Desde panfletos e canções de tavernas que buscavam tecer uma narrativa a fim de deslegitimar um governo nas épocas medievais até o controle e dominação do jornalismo moderno em épocas de censura e supressão pública, a disseminação de narrativas falsas que buscavam favorecer os interesses da classe dominante e distorcer a realidade aos olhos da população, com o intuito de enaltecer determinado regime, esconder realidades e silenciar vocês que buscavam mudança através da demonização pública das mesmas. A disseminação de notícias sempre foi usada como arma política para favorecer interesses claros.

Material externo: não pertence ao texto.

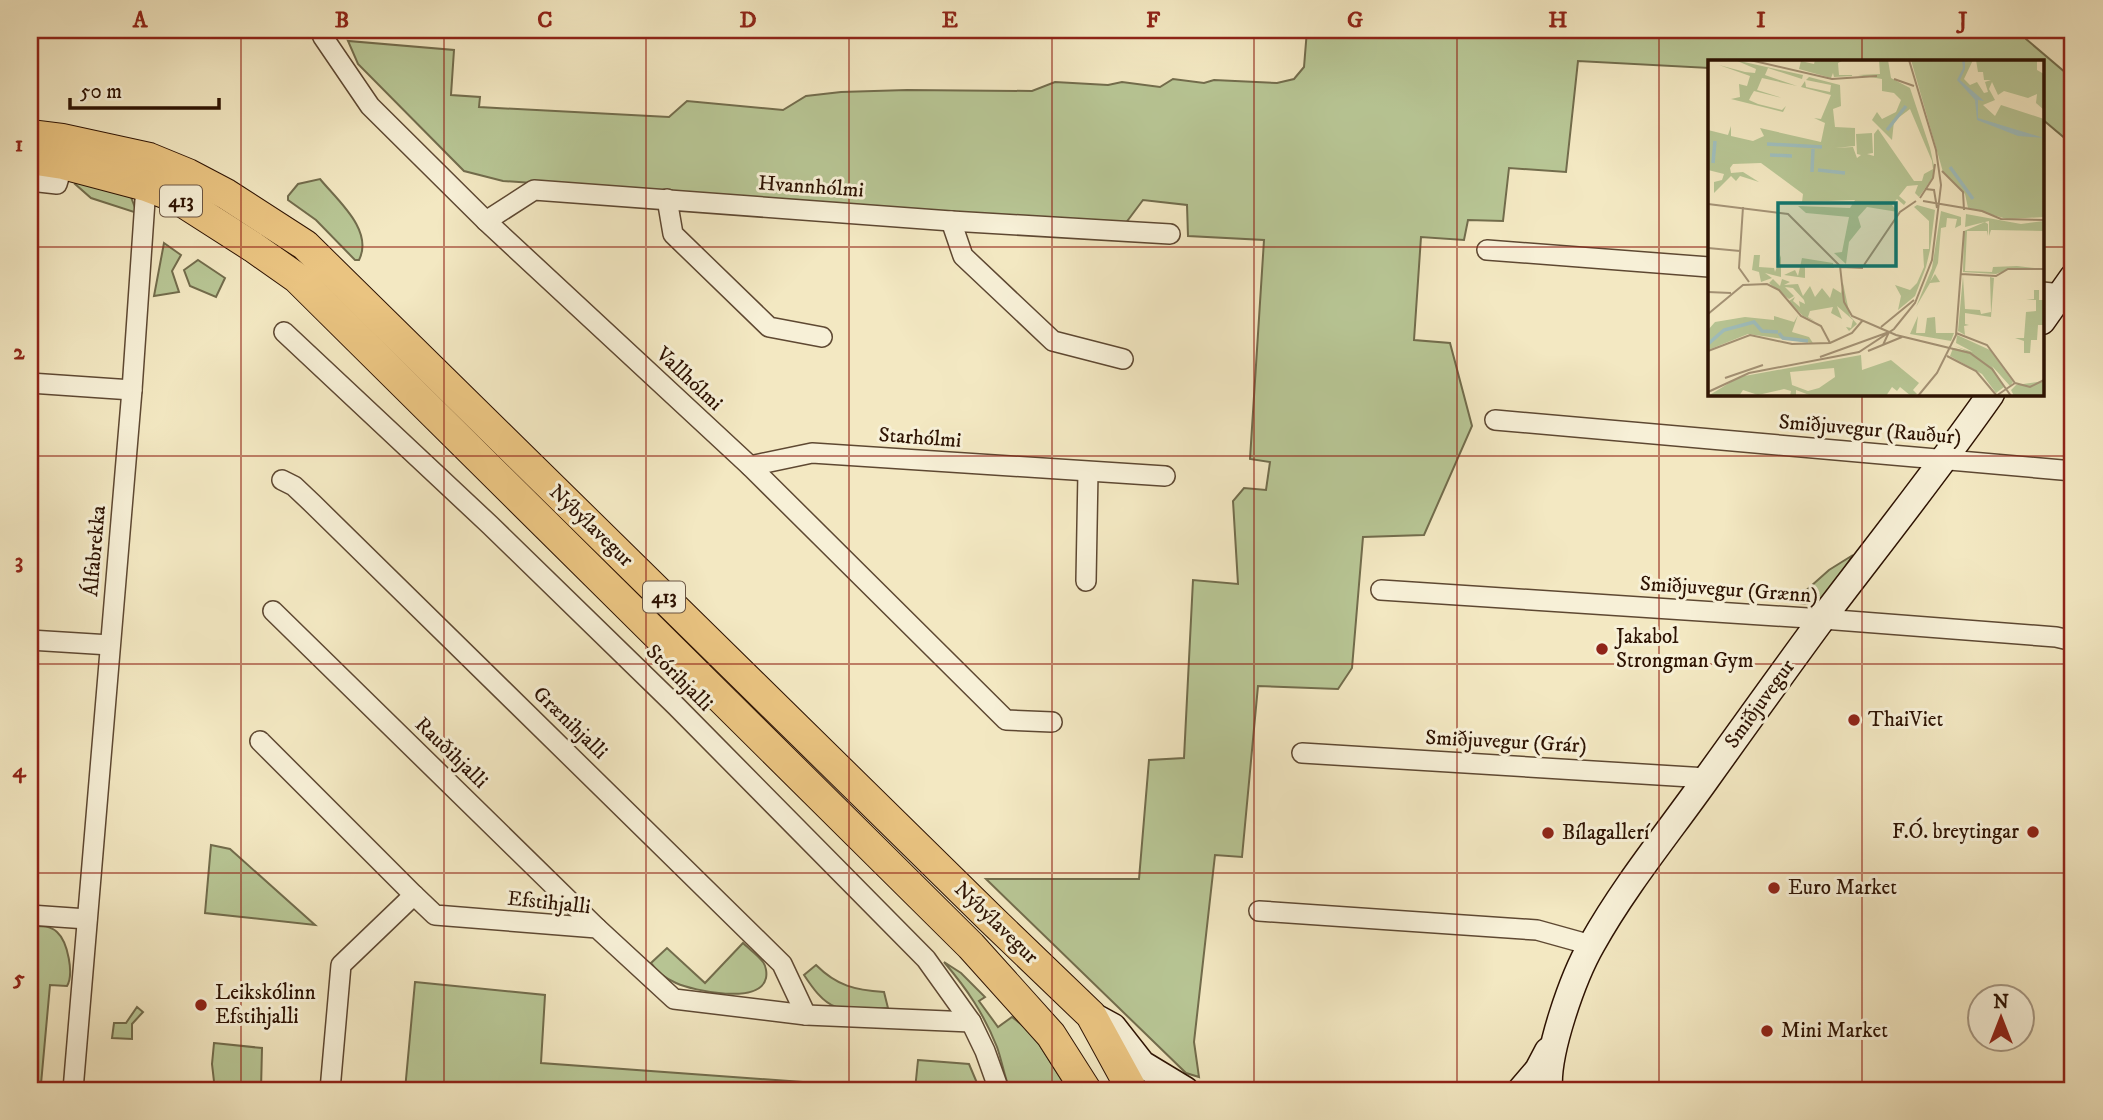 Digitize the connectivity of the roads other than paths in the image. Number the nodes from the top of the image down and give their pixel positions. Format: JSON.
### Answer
{"nodes":[{"id":1,"x":320,"y":30,"type":"edge"},
{"id":2,"x":30,"y":135,"type":"edge"},
{"id":3,"x":30,"y":159,"type":"edge"},
{"id":4,"x":63,"y":164,"type":"junction"},
{"id":5,"x":30,"y":181,"type":"edge"},
{"id":6,"x":146,"y":186,"type":"junction"},
{"id":7,"x":667,"y":199,"type":"junction"},
{"id":8,"x":486,"y":221,"type":"junction"},
{"id":9,"x":951,"y":221,"type":"junction"},
{"id":10,"x":1170,"y":234,"type":"dead end"},
{"id":11,"x":1487,"y":250,"type":"dead end"},
{"id":12,"x":1708,"y":267,"type":"edge"},
{"id":13,"x":2062,"y":289,"type":"edge"},
{"id":14,"x":2044,"y":318,"type":"edge"},
{"id":15,"x":284,"y":332,"type":"dead end"},
{"id":16,"x":822,"y":337,"type":"dead end"},
{"id":17,"x":1123,"y":359,"type":"dead end"},
{"id":18,"x":30,"y":383,"type":"edge"},
{"id":19,"x":132,"y":390,"type":"junction"},
{"id":20,"x":1990,"y":396,"type":"edge"},
{"id":21,"x":1494,"y":421,"type":"dead end"},
{"id":22,"x":1945,"y":459,"type":"junction"},
{"id":23,"x":750,"y":466,"type":"junction"},
{"id":24,"x":2073,"y":471,"type":"edge"},
{"id":25,"x":1088,"y":472,"type":"junction"},
{"id":26,"x":1165,"y":476,"type":"dead end"},
{"id":27,"x":282,"y":480,"type":"dead end"},
{"id":28,"x":1086,"y":581,"type":"dead end"},
{"id":29,"x":1381,"y":590,"type":"dead end"},
{"id":30,"x":273,"y":611,"type":"dead end"},
{"id":31,"x":1823,"y":619,"type":"junction"},
{"id":32,"x":30,"y":640,"type":"edge"},
{"id":33,"x":2073,"y":641,"type":"edge"},
{"id":34,"x":110,"y":645,"type":"junction"},
{"id":35,"x":1052,"y":722,"type":"dead end"},
{"id":36,"x":260,"y":741,"type":"dead end"},
{"id":37,"x":1302,"y":753,"type":"dead end"},
{"id":38,"x":1707,"y":778,"type":"junction"},
{"id":39,"x":414,"y":895,"type":"junction"},
{"id":40,"x":1259,"y":911,"type":"dead end"},
{"id":41,"x":30,"y":915,"type":"edge"},
{"id":42,"x":87,"y":919,"type":"junction"},
{"id":43,"x":597,"y":928,"type":"junction"},
{"id":44,"x":1591,"y":945,"type":"junction"},
{"id":45,"x":1091,"y":1015,"type":"junction"},
{"id":46,"x":806,"y":1016,"type":"junction"},
{"id":47,"x":971,"y":1021,"type":"junction"},
{"id":48,"x":1558,"y":1031,"type":"junction"},
{"id":49,"x":73,"y":1090,"type":"edge"},
{"id":50,"x":330,"y":1090,"type":"edge"},
{"id":51,"x":999,"y":1090,"type":"edge"},
{"id":52,"x":1086,"y":1090,"type":"edge"},
{"id":53,"x":1132,"y":1090,"type":"edge"},
{"id":54,"x":1185,"y":1090,"type":"edge"},
{"id":55,"x":1521,"y":1090,"type":"edge"},
{"id":56,"x":1549,"y":1090,"type":"edge"}],
"edges":[{"from":1,"to":8,"type":"street","name":"Vallhólmi"},
{"from":2,"to":45,"type":"main road","name":"Nýbýlavegur","number":"413"},
{"from":3,"to":4,"type":"main road","name":"Nýbýlavegur","number":"413"},
{"from":4,"to":5,"type":"street"},
{"from":4,"to":6,"type":"main road","name":"Nýbýlavegur","number":"413"},
{"from":6,"to":19,"type":"street","name":"Álfabrekka"},
{"from":6,"to":52,"type":"main road","name":"Nýbýlavegur","number":"413"},
{"from":7,"to":8,"type":"street","name":"Hvannhólmi"},
{"from":7,"to":9,"type":"street","name":"Hvannhólmi"},
{"from":7,"to":16,"type":"street"},
{"from":8,"to":23,"type":"street","name":"Vallhólmi"},
{"from":9,"to":10,"type":"street","name":"Hvannhólmi"},
{"from":9,"to":17,"type":"street"},
{"from":11,"to":12,"type":"street"},
{"from":13,"to":14,"type":"street"},
{"from":15,"to":47,"type":"street","name":"Stórihjalli"},
{"from":18,"to":19,"type":"street"},
{"from":19,"to":34,"type":"street","name":"Álfabrekka"},
{"from":20,"to":22,"type":"street","name":"Smiðjuvegur"},
{"from":21,"to":22,"type":"street","name":"Smiðjuvegur (Rauður)"},
{"from":22,"to":24,"type":"street","name":"Smiðjuvegur (Rauður)"},
{"from":22,"to":31,"type":"street","name":"Smiðjuvegur"},
{"from":23,"to":25,"type":"street","name":"Starhólmi"},
{"from":23,"to":35,"type":"street","name":"Vallhólmi"},
{"from":25,"to":26,"type":"street","name":"Starhólmi"},
{"from":25,"to":28,"type":"street"},
{"from":27,"to":46,"type":"street","name":"Grænihjalli"},
{"from":29,"to":31,"type":"street","name":"Smiðjuvegur (Grænn)"},
{"from":30,"to":43,"type":"street","name":"Rauðihjalli"},
{"from":31,"to":33,"type":"street","name":"Smiðjuvegur (Grænn)"},
{"from":31,"to":38,"type":"street","name":"Smiðjuvegur"},
{"from":32,"to":34,"type":"street"},
{"from":34,"to":42,"type":"street","name":"Álfabrekka"},
{"from":36,"to":39,"type":"street","name":"Efstihjalli"},
{"from":37,"to":38,"type":"street","name":"Smiðjuvegur (Grár)"},
{"from":38,"to":44,"type":"street","name":"Smiðjuvegur"},
{"from":39,"to":43,"type":"street","name":"Efstihjalli"},
{"from":39,"to":50,"type":"street"},
{"from":40,"to":44,"type":"street"},
{"from":41,"to":42,"type":"street"},
{"from":42,"to":49,"type":"street","name":"Álfabrekka"},
{"from":43,"to":46,"type":"street","name":"Efstihjalli"},
{"from":44,"to":48,"type":"street","name":"Smiðjuvegur"},
{"from":45,"to":53,"type":"main road","name":"Nýbýlavegur","number":"413"},
{"from":45,"to":54,"type":"street"},
{"from":46,"to":47,"type":"street","name":"Efstihjalli"},
{"from":47,"to":51,"type":"street","name":"Stórihjalli"},
{"from":48,"to":55,"type":"street","name":"Smiðjuvegur"},
{"from":48,"to":56,"type":"street","name":"Smiðjuvegur"}]} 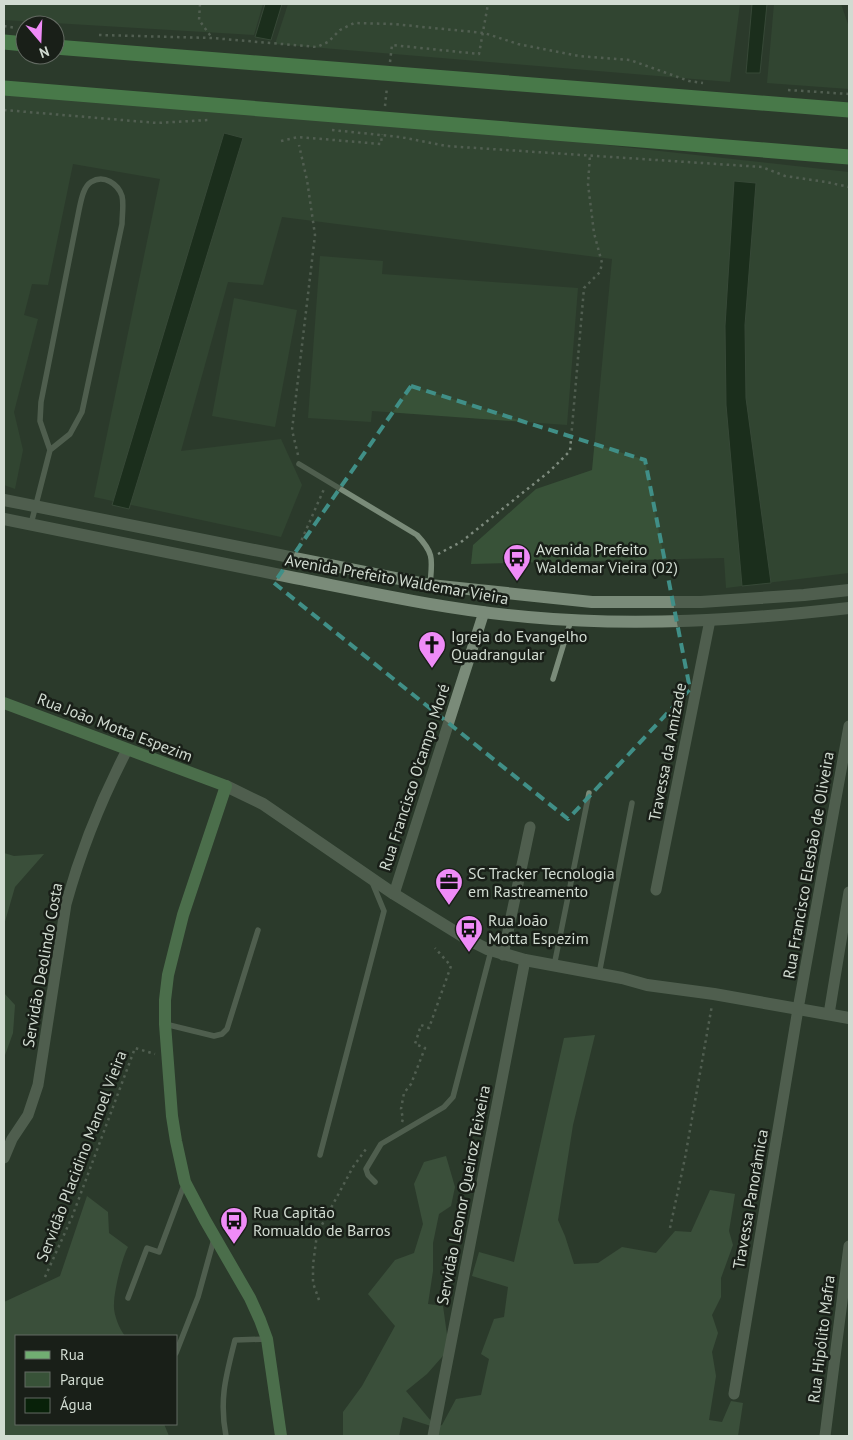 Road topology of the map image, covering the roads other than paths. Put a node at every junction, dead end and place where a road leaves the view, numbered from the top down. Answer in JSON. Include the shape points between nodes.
{"nodes":[{"id":1,"x":65,"y":48,"type":"edge"},
{"id":2,"x":4,"y":88,"type":"edge"},
{"id":3,"x":849,"y":110,"type":"edge"},
{"id":4,"x":848,"y":157,"type":"edge"},
{"id":5,"x":50,"y":450,"type":"junction"},
{"id":6,"x":299,"y":464,"type":"road end"},
{"id":7,"x":4,"y":500,"type":"edge"},
{"id":8,"x":36,"y":507,"type":"junction"},
{"id":9,"x":51,"y":510,"type":"junction"},
{"id":10,"x":4,"y":519,"type":"edge"},
{"id":11,"x":31,"y":524,"type":"junction"},
{"id":12,"x":48,"y":528,"type":"junction"},
{"id":13,"x":430,"y":585,"type":"junction"},
{"id":14,"x":849,"y":590,"type":"edge"},
{"id":15,"x":563,"y":599,"type":"junction"},
{"id":16,"x":849,"y":608,"type":"edge"},
{"id":17,"x":484,"y":612,"type":"junction"},
{"id":18,"x":566,"y":620,"type":"junction"},
{"id":19,"x":710,"y":620,"type":"junction"},
{"id":20,"x":553,"y":679,"type":"dead end"},
{"id":21,"x":4,"y":703,"type":"edge"},
{"id":22,"x":849,"y":726,"type":"edge"},
{"id":23,"x":127,"y":750,"type":"junction"},
{"id":24,"x":226,"y":786,"type":"junction"},
{"id":25,"x":589,"y":793,"type":"dead end"},
{"id":26,"x":632,"y":803,"type":"dead end"},
{"id":27,"x":530,"y":827,"type":"dead end"},
{"id":28,"x":370,"y":878,"type":"junction"},
{"id":29,"x":656,"y":890,"type":"dead end"},
{"id":30,"x":849,"y":892,"type":"edge"},
{"id":31,"x":394,"y":894,"type":"junction"},
{"id":32,"x":258,"y":930,"type":"dead end"},
{"id":33,"x":497,"y":953,"type":"junction"},
{"id":34,"x":525,"y":960,"type":"junction"},
{"id":35,"x":554,"y":966,"type":"junction"},
{"id":36,"x":598,"y":974,"type":"junction"},
{"id":37,"x":798,"y":1009,"type":"junction"},
{"id":38,"x":829,"y":1014,"type":"junction"},
{"id":39,"x":849,"y":1018,"type":"edge"},
{"id":40,"x":165,"y":1024,"type":"junction"},
{"id":41,"x":320,"y":1155,"type":"dead end"},
{"id":42,"x":4,"y":1158,"type":"edge"},
{"id":43,"x":185,"y":1182,"type":"junction"},
{"id":44,"x":375,"y":1182,"type":"dead end"},
{"id":45,"x":215,"y":1238,"type":"junction"},
{"id":46,"x":849,"y":1246,"type":"edge"},
{"id":47,"x":128,"y":1298,"type":"dead end"},
{"id":48,"x":267,"y":1339,"type":"junction"},
{"id":49,"x":178,"y":1348,"type":"edge"},
{"id":50,"x":734,"y":1394,"type":"dead end"},
{"id":51,"x":226,"y":1436,"type":"edge"},
{"id":52,"x":281,"y":1436,"type":"edge"},
{"id":53,"x":433,"y":1436,"type":"edge"},
{"id":54,"x":825,"y":1436,"type":"edge"}],
"edges":[{"from":1,"to":3,"type":"highway"},
{"from":2,"to":4,"type":"highway"},
{"from":5,"to":5,"type":"lane","via":[[40,421],[41,402],[79,210],[84,191],[91,182],[105,179],[114,183],[122,197],[122,224],[82,412],[70,434]]},
{"from":5,"to":8,"type":"lane"},
{"from":6,"to":13,"type":"lane","via":[[426,544],[432,556]]},
{"from":7,"to":8,"type":"main road","name":"Avenida Prefeito Waldemar Vieira"},
{"from":8,"to":9,"type":"main road","name":"Avenida Prefeito Waldemar Vieira"},
{"from":8,"to":11,"type":"lane"},
{"from":9,"to":12,"type":"main road"},
{"from":9,"to":13,"type":"main road","name":"Avenida Prefeito Waldemar Vieira"},
{"from":10,"to":11,"type":"main road","name":"Avenida Prefeito Waldemar Vieira"},
{"from":11,"to":12,"type":"main road","name":"Avenida Prefeito Waldemar Vieira"},
{"from":12,"to":17,"type":"main road","name":"Avenida Prefeito Waldemar Vieira","via":[[388,597]]},
{"from":13,"to":15,"type":"main road","name":"Avenida Prefeito Waldemar Vieira"},
{"from":14,"to":15,"type":"main road","name":"Avenida Prefeito Waldemar Vieira","via":[[702,602]]},
{"from":15,"to":18,"type":"main road"},
{"from":16,"to":19,"type":"main road","name":"Avenida Prefeito Waldemar Vieira"},
{"from":17,"to":18,"type":"main road","name":"Avenida Prefeito Waldemar Vieira"},
{"from":17,"to":31,"type":"street","name":"Rua Francisco O'campo Moré"},
{"from":18,"to":19,"type":"main road","name":"Avenida Prefeito Waldemar Vieira"},
{"from":18,"to":20,"type":"lane"},
{"from":19,"to":29,"type":"street","name":"Travessa da Amizade"},
{"from":21,"to":23,"type":"main road","name":"Rua João Motta Espezim"},
{"from":22,"to":37,"type":"street","name":"Rua Francisco Elesbão de Oliveira"},
{"from":23,"to":24,"type":"main road","name":"Rua João Motta Espezim"},
{"from":23,"to":42,"type":"street","name":"Servidão Deolindo Costa","via":[[96,814],[72,883],[38,1085],[28,1115]]},
{"from":24,"to":28,"type":"main road","name":"Rua João Motta Espezim","via":[[263,804]]},
{"from":24,"to":40,"type":"main road","via":[[173,949]]},
{"from":25,"to":35,"type":"lane"},
{"from":26,"to":36,"type":"lane"},
{"from":27,"to":33,"type":"street"},
{"from":28,"to":31,"type":"main road","name":"Rua João Motta Espezim"},
{"from":28,"to":41,"type":"lane","via":[[384,911]]},
{"from":30,"to":38,"type":"street"},
{"from":31,"to":33,"type":"main road","name":"Rua João Motta Espezim","via":[[467,939]]},
{"from":32,"to":40,"type":"lane","via":[[228,1029],[214,1036]]},
{"from":33,"to":34,"type":"main road","name":"Rua João Motta Espezim"},
{"from":33,"to":44,"type":"lane","via":[[453,1097],[444,1107],[381,1144],[366,1169]]},
{"from":34,"to":35,"type":"main road","name":"Rua João Motta Espezim"},
{"from":34,"to":53,"type":"street","name":"Servidão Leonor Queiroz Teixeira"},
{"from":35,"to":36,"type":"main road","name":"Rua João Motta Espezim"},
{"from":36,"to":37,"type":"main road","name":"Rua João Motta Espezim"},
{"from":37,"to":38,"type":"main road","name":"Rua João Motta Espezim"},
{"from":37,"to":50,"type":"street","name":"Travessa Panorâmica"},
{"from":38,"to":39,"type":"main road","name":"Rua João Motta Espezim"},
{"from":40,"to":43,"type":"main road","via":[[176,1141]]},
{"from":43,"to":45,"type":"main road"},
{"from":43,"to":47,"type":"lane","via":[[159,1252],[148,1248]]},
{"from":45,"to":48,"type":"main road","via":[[250,1298]]},
{"from":45,"to":49,"type":"lane","via":[[198,1297]]},
{"from":46,"to":54,"type":"street","name":"Rua Hipólito Mafra"},
{"from":48,"to":51,"type":"lane","via":[[235,1340],[222,1399]]},
{"from":48,"to":52,"type":"main road"}]}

Quando falamos de organizações operárias ao longo da história, essa ferramenta não estaria fora da formação de opinião pública. Criando narrativas que diminuíram o poder político desses movimentos de proletariado mas também deslegitimando suas reivindicações, já que iam contra a corrente da organização classista da sociedade. No Brasil não foi diferente, os meios de notícia entrelaçaram a luta por melhores condições de trabalho durante a primeira república com o fantasma da ameaça comunista, com o claro intuito de dissuadir a opinião pública acerca de suas reivindicações, pois não se alinhavam com o interesse do Estado. Então a criação de narrativa tal como a dicotomia entre “bom operário” e “mal operário”, além da falsa e sem fundamento associação desses movimentos com a “ameaça vermelha” já citada acima, também podemos ver como a mídia usava da disseminação dessas narrativas para enfraquecer as causas e organizações políticas dos trabalhadores, até mesmo a falsa fusão dos partidos anarquistas com o intuito de fomentar medo dentro da população e crianças fissuras dentro dos movimentos.

O jogo midiático e o jogo político sendo usados como ferramenta para configurar a opinião pública de acordo com a intenção e interesses da classe dominante de cada época existiu por um bom tempo e sombras disso ainda podem ser vistas em outras formas nos dias atuais. Se fundamentando em meias verdades ou completas mentiras para alimentar medo e revolta popular contra um movimento com demandas de mudanças legítimas, a fim de sufocar, desmantelar, silenciar e até mesmo aniquilar quaisquer ato e organização política que desafiava os interesses da estrutura de dominação imposta em determinado tempo-espaço histórico. Um teatro de sombras muito eficaz para ludibriar a população, demonizar mudanças e manter a dominação.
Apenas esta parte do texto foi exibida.